July 06, 2012

Greenhouse Growing in Subtropical Heat

Can I grow year around in a greenhouse? Triple digit summer temps and occasional freezing winter nights require careful planning. We've made it to July and the Greenhouse still has viable plants.

From lower left: Esperanza that just never got planted out, a
pepper that came back in to experiment with temperatures and
water. Three tomato plants rooted from suckers; a half dozen
amaryllis seedlings, and various others bits.

The difference is the Fogging Nozzles we put in after we installed an exhaust fan.

A closer look at amaryllis seedlings, four in a tray and
two larger in pots toward the back, seeds from my
Christmas amaryllis. I floated them in water until
they formed roots, then potted them.

The purple stuff is alternanthera self seeded, and the chartreuse is
alternanthera seedlings that haven't found a home. There
were a multitude of green cuttings and there are still red, too,
looking for homes as I think of it.

There's a bit of ivy that our Church Youth gave out on
Mother's Day. The bigger, paler ivy leaves are new.

Canna that was accidentally dug up.

Gerbera Daisy seedlings,
seeds from an earlier blossom

Rose cutting that has taken off.
I failed to label it, will wait for bloom.

I paid two dollars for this staghorn back
in late winter. It has grown well.

The jugs hold water for quick grabbing in
the heat of the day for plants outside.

Eventually everything will probably go outside, but they've thrived with abundant watering and mediation of temperatures.

Everything is bunched up on the floor under
where the nozzles spray on hot days.
Sometimes it is 10 degrees cooler on the floor.

Note the 'patch' where the dog tore the blue plastic.
That will have a different skirt when winter comes.

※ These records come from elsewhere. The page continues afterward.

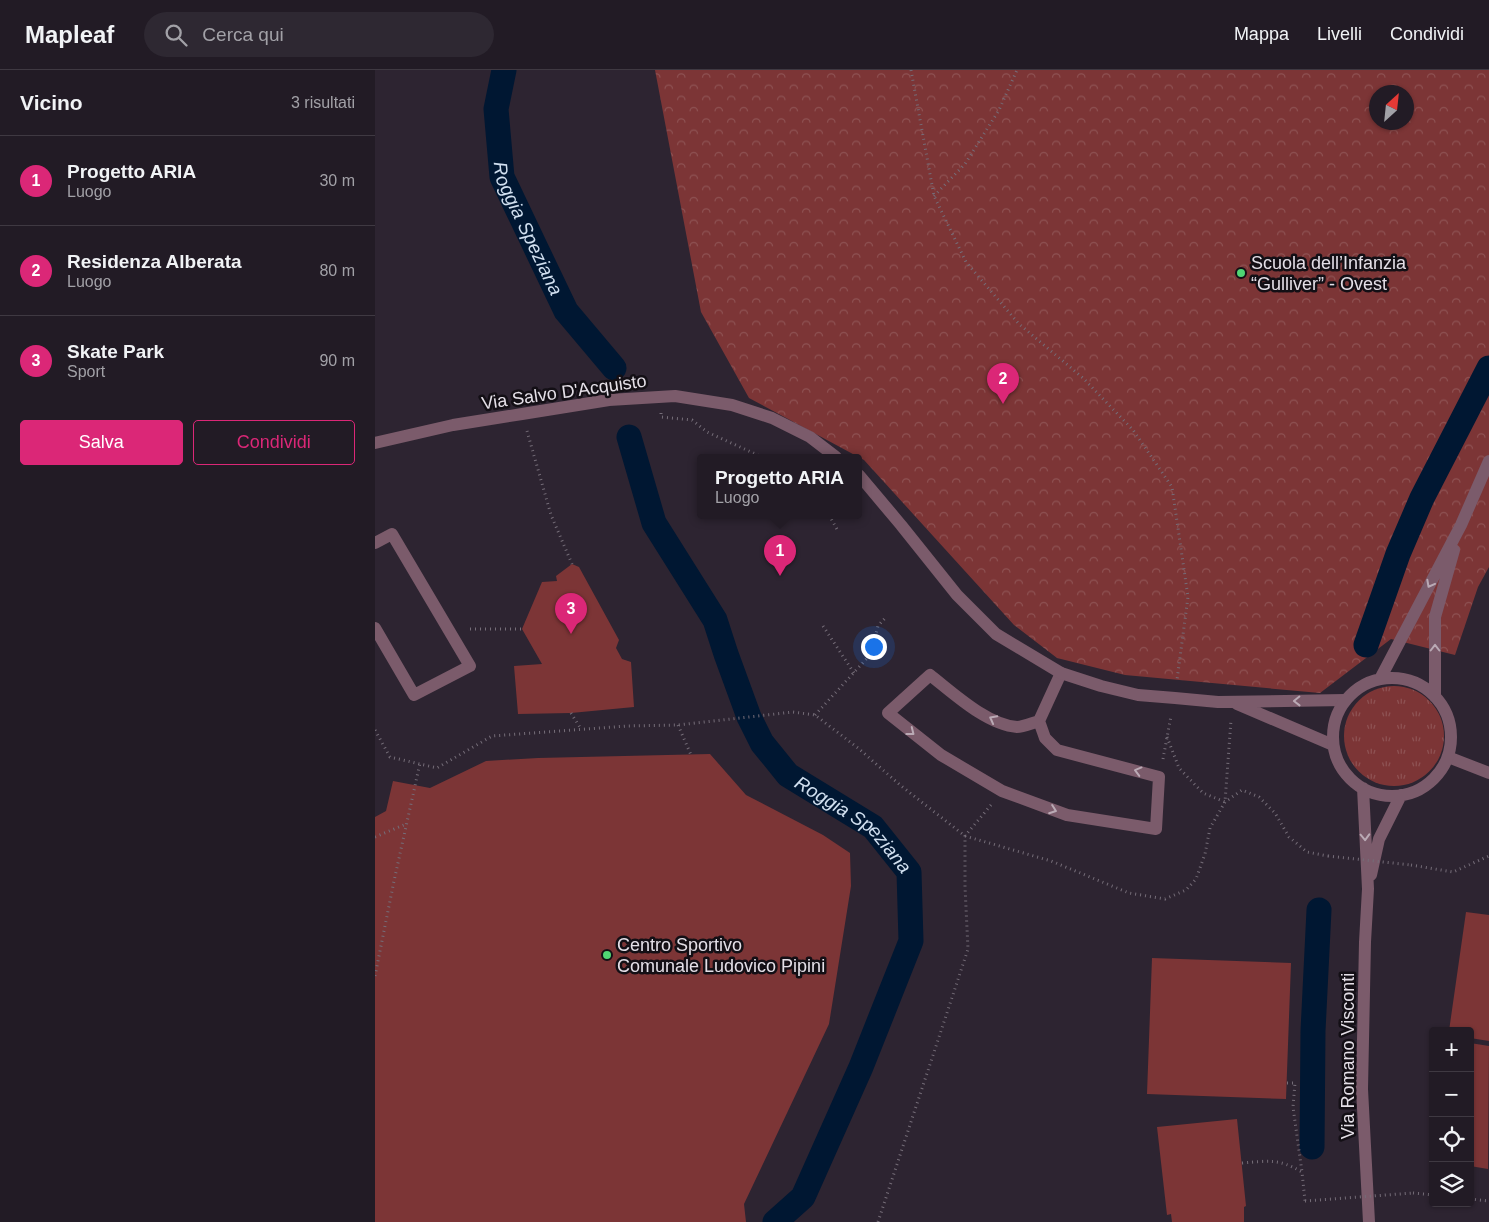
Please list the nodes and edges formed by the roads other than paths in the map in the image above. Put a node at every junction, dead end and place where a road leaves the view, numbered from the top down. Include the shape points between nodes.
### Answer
1 (375, 443) edge
2 (832, 454) edge
3 (1489, 461) edge
4 (862, 479) edge
5 (1461, 526) junction
6 (375, 543) edge
7 (375, 628) edge
8 (1061, 673) junction
9 (1380, 679) junction
10 (1435, 697) junction
11 (1345, 700) junction
12 (1232, 702) junction
13 (1039, 721) junction
14 (1333, 745) junction
15 (1448, 756) junction
16 (1489, 773) edge
17 (1363, 788) junction
18 (1401, 795) junction
19 (1368, 889) junction
20 (1369, 1222) edge

1 - 2 street, Via Salvo D'Acquisto via 453,425 609,400 675,396 732,405 772,418 810,437
3 - 5 street
4 - 8 street via 957,595 996,634
5 -> 9 street
10 -> 5 street via 1435,617
6 - 7 street via 392,534 470,666 414,695
8 - 12 street via 1138,695
8 - 13 street
9 - 10 street via 1400,679 1419,685
9 - 11 street via 1367,683
10 - 15 street via 1449,725 1451,741
11 -> 12 street
11 - 14 street via 1337,714
12 - 14 street
13 -> 13 street via 1018,727 998,723 930,675 888,713 941,755 1002,791 1067,815 1156,829 1159,777 1057,750 1045,738
14 - 17 street via 1338,762
15 - 16 street
15 - 18 street via 1429,782 1416,791
17 - 18 street via 1381,795
17 -> 19 street, Via Romano Visconti
18 - 19 street, Via Romano Visconti via 1379,839
19 - 20 street, Via Romano Visconti via 1362,1089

The shelves hold pots that await winter.

I made lists of cuttings to take in late summer and even wrote down things that I will not repeat this year. I can hardly wait to see what difference having the fogger makes on sunny winter days when it heats up inside. Keeping the humidity up in winter can be a problem. I think we've solved it.

2 comments:

Bernie H said...

You've still got such a lot going on in your greenhouse. Well done. Obviously you've found the right way to handle the conditions in the greenhouse when such temperature extremes are experienced.

Haddock said...

Those rose leaves so pretty and perfect.